# Can I get Oberon help?



## klrodrigues (Mar 29, 2009)

Hi guys, I believe DH & DD are getting me an Oberon for Mothers day so I really need to decide which to get. I have it narrowed down between 2. 
Here's what my skin looks like: DD holding Hermione &back of Hermione

I was thinking of getting a Journal cover bc I have the Amazon cover that I really like... 
http://www.oberondesign.com/shop/cart.php?m=product_detail&p=208 maybe in chocolate? I really like this design but they dont have in the K cover.. the "World Tree" is the closest I can find. http://www.oberondesign.com/shop/cart.php?m=product_detail&p=921 I like the green but I dont believe it'll match my skin, so maybe the Taupe. Does anyone have a Taupe they can post?

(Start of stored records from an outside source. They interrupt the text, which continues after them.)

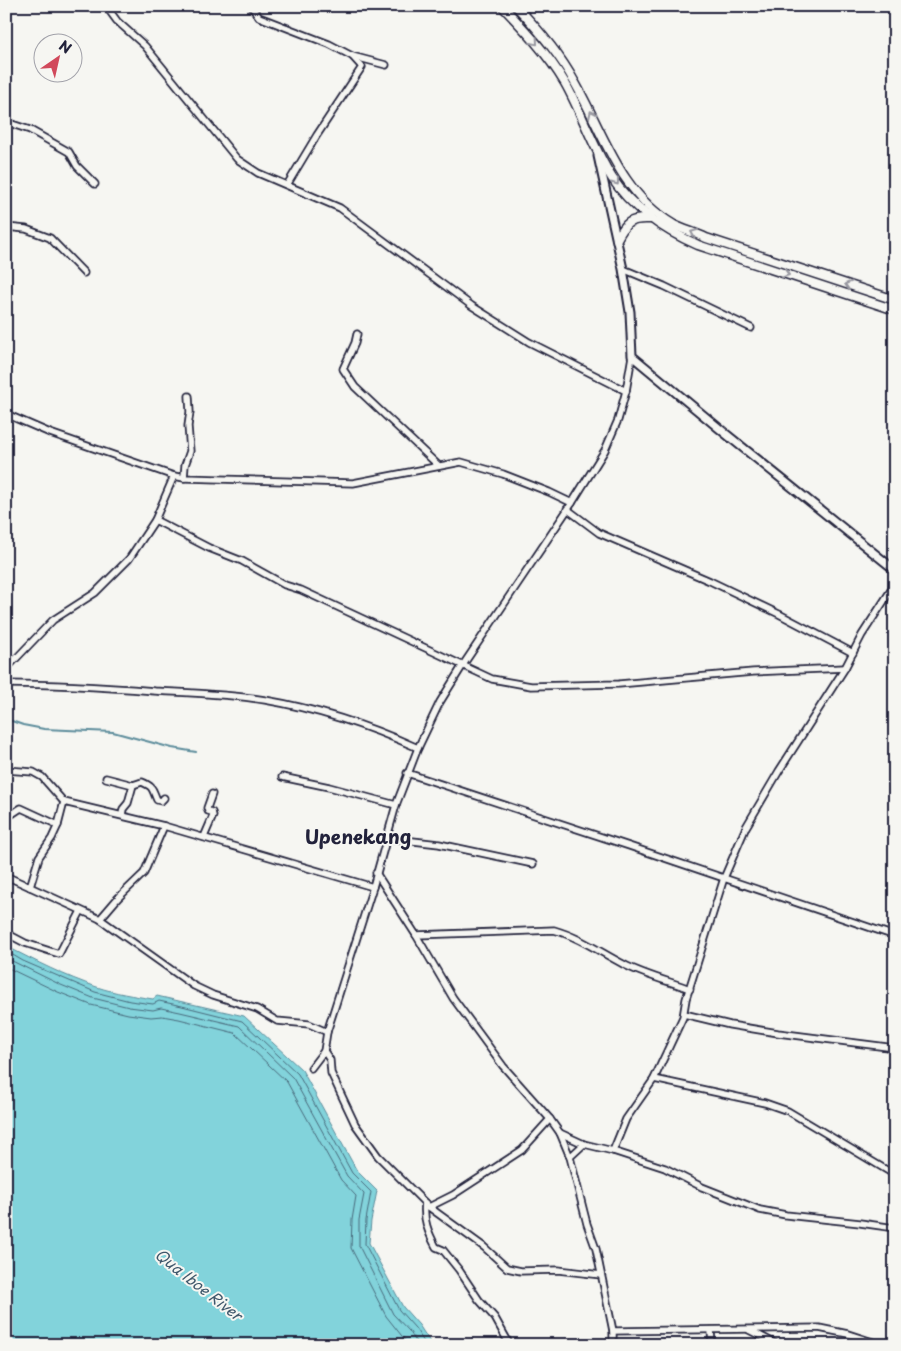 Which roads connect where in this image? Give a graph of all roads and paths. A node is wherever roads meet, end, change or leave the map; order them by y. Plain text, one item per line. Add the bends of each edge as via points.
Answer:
1 (106, 6) edge
2 (251, 6) edge
3 (502, 6) edge
4 (516, 6) edge
5 (352, 56) junction
6 (386, 65) dead end
7 (6, 122) edge
8 (596, 149) junction
9 (95, 184) dead end
10 (287, 186) junction
11 (650, 218) junction
12 (6, 227) edge
13 (616, 238) junction
14 (754, 252) junction
15 (758, 264) junction
16 (623, 269) junction
17 (84, 273) dead end
18 (895, 300) edge
19 (895, 310) edge
20 (751, 328) dead end
21 (358, 334) dead end
22 (632, 356) junction
23 (626, 391) junction
24 (189, 396) dead end
25 (6, 414) edge
26 (439, 466) junction
27 (174, 476) junction
28 (184, 478) junction
29 (572, 503) junction
30 (568, 509) junction
31 (155, 520) junction
32 (895, 570) edge
33 (895, 584) edge
34 (854, 653) junction
35 (463, 664) junction
36 (845, 668) junction
37 (6, 669) edge
38 (6, 684) edge
39 (418, 748) junction
40 (6, 770) edge
41 (407, 774) junction
42 (282, 777) dead end
43 (106, 778) dead end
44 (133, 785) junction
45 (212, 794) dead end
46 (164, 798) dead end
47 (64, 802) junction
48 (396, 805) junction
49 (122, 815) junction
50 (6, 818) edge
51 (58, 825) junction
52 (164, 826) junction
53 (204, 837) junction
54 (387, 838) junction
55 (533, 864) dead end
56 (376, 873) junction
57 (6, 876) edge
58 (724, 878) junction
59 (30, 887) junction
60 (373, 887) junction
61 (81, 911) junction
62 (100, 919) junction
63 (6, 934) edge
64 (416, 935) junction
65 (895, 936) edge
66 (690, 989) junction
67 (684, 1014) junction
68 (326, 1032) junction
69 (895, 1048) edge
70 (324, 1051) junction
71 (311, 1068) dead end
72 (654, 1080) junction
73 (550, 1119) junction
74 (560, 1133) junction
75 (584, 1144) junction
76 (613, 1151) junction
77 (570, 1157) junction
78 (895, 1175) edge
79 (427, 1205) junction
80 (895, 1228) edge
81 (601, 1275) junction
82 (711, 1330) junction
83 (747, 1330) junction
84 (613, 1331) junction
85 (510, 1345) edge
86 (613, 1345) edge
87 (712, 1345) edge
88 (778, 1345) edge
89 (882, 1345) edge

1 - 10 street via 145,46 236,159
2 - 5 street via 259,17
3 -> 8 main road via 549,58
14 -> 4 main road via 675,225 634,192 565,65
5 - 6 street
5 - 10 street via 362,67
7 - 9 street via 30,130 69,152 77,166
8 -> 11 main road via 612,178 631,202
8 - 13 street
10 - 23 street via 340,208 472,306 529,342
11 - 13 main road via 631,220
11 - 15 main road via 674,235
12 - 17 street via 50,238
13 - 16 street
14 - 15 main road
18 -> 14 main road
15 -> 19 main road
16 - 20 street
16 - 22 street via 630,312
21 - 26 street via 343,369 355,387
22 - 23 street
22 - 32 street
23 - 29 street via 605,450
24 - 28 street via 190,452
25 - 27 street via 50,433
26 - 28 street via 353,483
26 - 29 street via 461,462 503,474
27 - 28 street
27 - 31 street
29 - 30 street
30 - 34 street via 599,533 719,585
30 - 35 street
31 - 35 street via 285,585
31 - 37 street via 129,559 113,576 96,593 53,620
33 - 34 street
34 - 36 street
35 - 36 street via 492,679 531,686 619,684 753,672
35 - 39 street
36 - 58 street via 746,826
38 - 39 street via 86,686 263,700 355,723
39 - 41 street
40 - 47 street via 33,772 42,777
41 - 48 street
41 - 58 street
42 - 48 street
43 - 44 street
44 - 46 street via 142,782 153,788 157,800
44 - 49 street
45 - 53 street via 207,808 213,816
47 - 49 street
47 - 51 street
48 - 54 street
49 - 52 street
50 - 51 street via 21,808
51 - 59 street via 39,857
52 - 53 street
52 - 62 street via 144,873
53 - 60 street
54 - 55 street via 439,844
54 - 56 street
56 - 60 street
56 - 64 street
57 - 59 street
58 - 65 street
58 - 66 street
59 - 61 street
60 - 68 street
61 - 62 street
61 - 63 street via 59,954
62 - 68 street via 194,986 257,1009 277,1021 310,1024
64 - 66 street via 554,930 589,944 624,965
64 - 73 street via 463,1012 503,1066
66 - 67 street
67 - 69 street via 778,1034
67 - 72 street
68 - 70 street
70 - 71 street
70 - 79 street via 354,1124 378,1156
72 - 76 street via 626,1119
72 - 78 street via 788,1110
73 - 74 street
73 - 79 street via 522,1150 453,1194
74 - 75 street
74 - 77 street
75 - 76 street
75 - 77 street
76 - 80 street via 665,1168 760,1210 786,1216
77 - 81 street
79 - 81 street via 507,1268
79 - 85 street via 425,1223 436,1247 443,1250 459,1270 495,1318
81 - 84 street
82 - 83 street
82 - 84 street
82 - 87 street
83 - 88 street
83 - 89 street via 819,1328
84 - 86 street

Anyway, I was just trying to get ideas from you Oberon experts  Which do you prefer the K Cover or the Journal Cover? Is it really considerably bigger?


----------



## Googlegirl (Mar 4, 2009)

Here's my Taupe Hokusai Wave. I think it's more of a caramel color though.


----------



## Elijsha (Dec 10, 2008)

1 thing i really liked about the new Oberon k2 covers vs the k1 covers, is that the k2 cover is alot thinner as opposed to the k1's. i know some people have used the amazon cover inside  Oberon journals. but i would just go with the k2 cover it keeps the k2 sleekness in tacked. 

just my 2c also your skin would go well with any cover choice


----------



## klrodrigues (Mar 29, 2009)

Thanks for the pic Googlegirl.. I like that color as well.  

The sleekness is exactly one of the things I was worried about with the Journal Cover, thanks for the info Elijsha


----------



## Linda Cannon-Mott (Oct 28, 2008)

Googlegirl said:


> Here's my Taupe Hokusai Wave. I think it's more of a caramel color though.


OMG that is gorgeous! I had only seen it in Navy and I like both but the wave looks so beautiful in taupe.


----------



## Googlegirl (Mar 4, 2009)

Linda Cannon-Mott said:


> OMG that is gorgeous! I had only seen it in Navy and I like both but the wave looks so beautiful in taupe.


Thanks! I LOVE it. I was expecting it to be lighter but it is a cool color.


----------